The moral dilemma you're griping about is directly confronted: How do you respond to an ethical situation that does not match your ethics? It's the precursor to every single tedious tawdry female genital mutilation storyline we've been dragged through for the past ten years (lookin' at you, Call the Midwife). The "hand waving" you're bitching about is called a "reveal" and it happens at the midpoint. That's so structurally conventional it might as well be in the style guide.

You do this thing where you see something that makes you uncomfortable and then you refuse to confront it and you spin around and slag an entire genre because it's easier than confronting the thing that makes you uncomfortable. Knowing you, your beef with "sci fi" is that in this particular episode you vehemently disagree with the choices of the characters and you refuse to confront the issue presented because you do not see it as a choice.
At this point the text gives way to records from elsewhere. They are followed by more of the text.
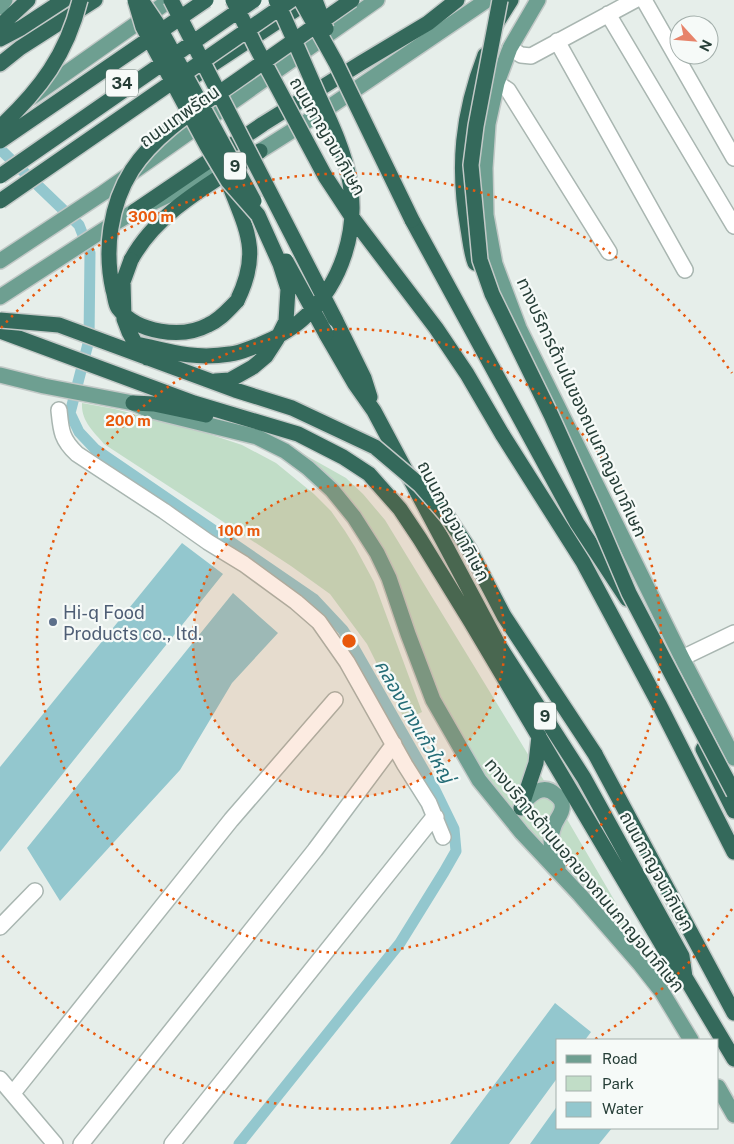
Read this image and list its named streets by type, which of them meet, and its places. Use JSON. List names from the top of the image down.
{
  "streets": {
    "highway": [
      "34",
      "ถนนเทพรัตน",
      "ถนนกาญจนาภิเษก",
      "9"
    ],
    "main road": ["ทางบริการด้านในของถนนกาญจนาภิเษก", "ทางบริการด้านนอกของถนนกาญจนาภิเษก"]
  },
  "water": ["คลองบางแก้วใหญ่"],
  "places": ["Hi-q Food Products co., ltd."],
  "legend": ["Road", "Park", "Water"],
  "north": "bottom right",
  "rings": ["300 m", "200 m", "100 m"]
}
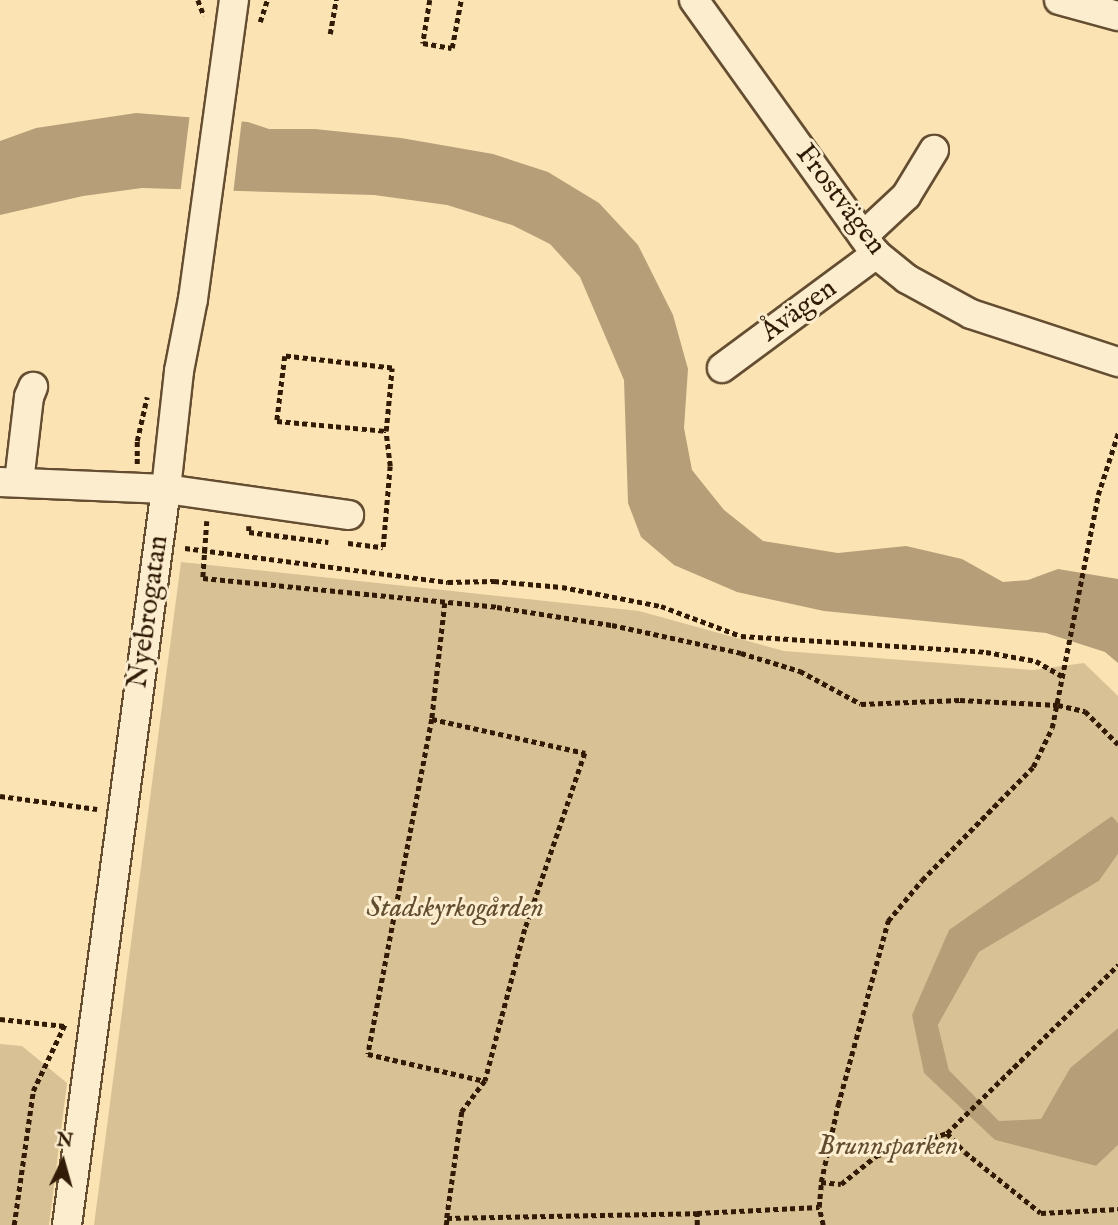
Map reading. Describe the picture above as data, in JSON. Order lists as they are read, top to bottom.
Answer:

For the record: Season 1 of DS9 is shit. Season 2 has some moments of brilliance. Season 3 is really good for about half of it, then it descends into shit. Season 4 and beyond are a waste of time. But I'll say this:

If you do not have the fortitude to explore moral ambiguity, thought experiements and social metaphor, stay the fuck away from science fiction. Science fiction, done correctly, is fable, is a substitution game whereby sensitive cultural issues can be examined in an environment where they are less raw. Star Trek leveraged this substitution in culture-changing ways.

Kaiju films? Those are about the predation of Japanese culture and society by Western imperialism. They are the loser's lament for the end of the Meiji Restoration. They are morally simplistic because that which is old is good and that which is new is bad and the exploration of anything - society, culture, science, knowledge - leads to catastrophe. They are Confucianism as entertainment with dudes in rubber suits.

    Now, I'm not a writer or a critique or anything of the sort

But if you're gonna come, come correct.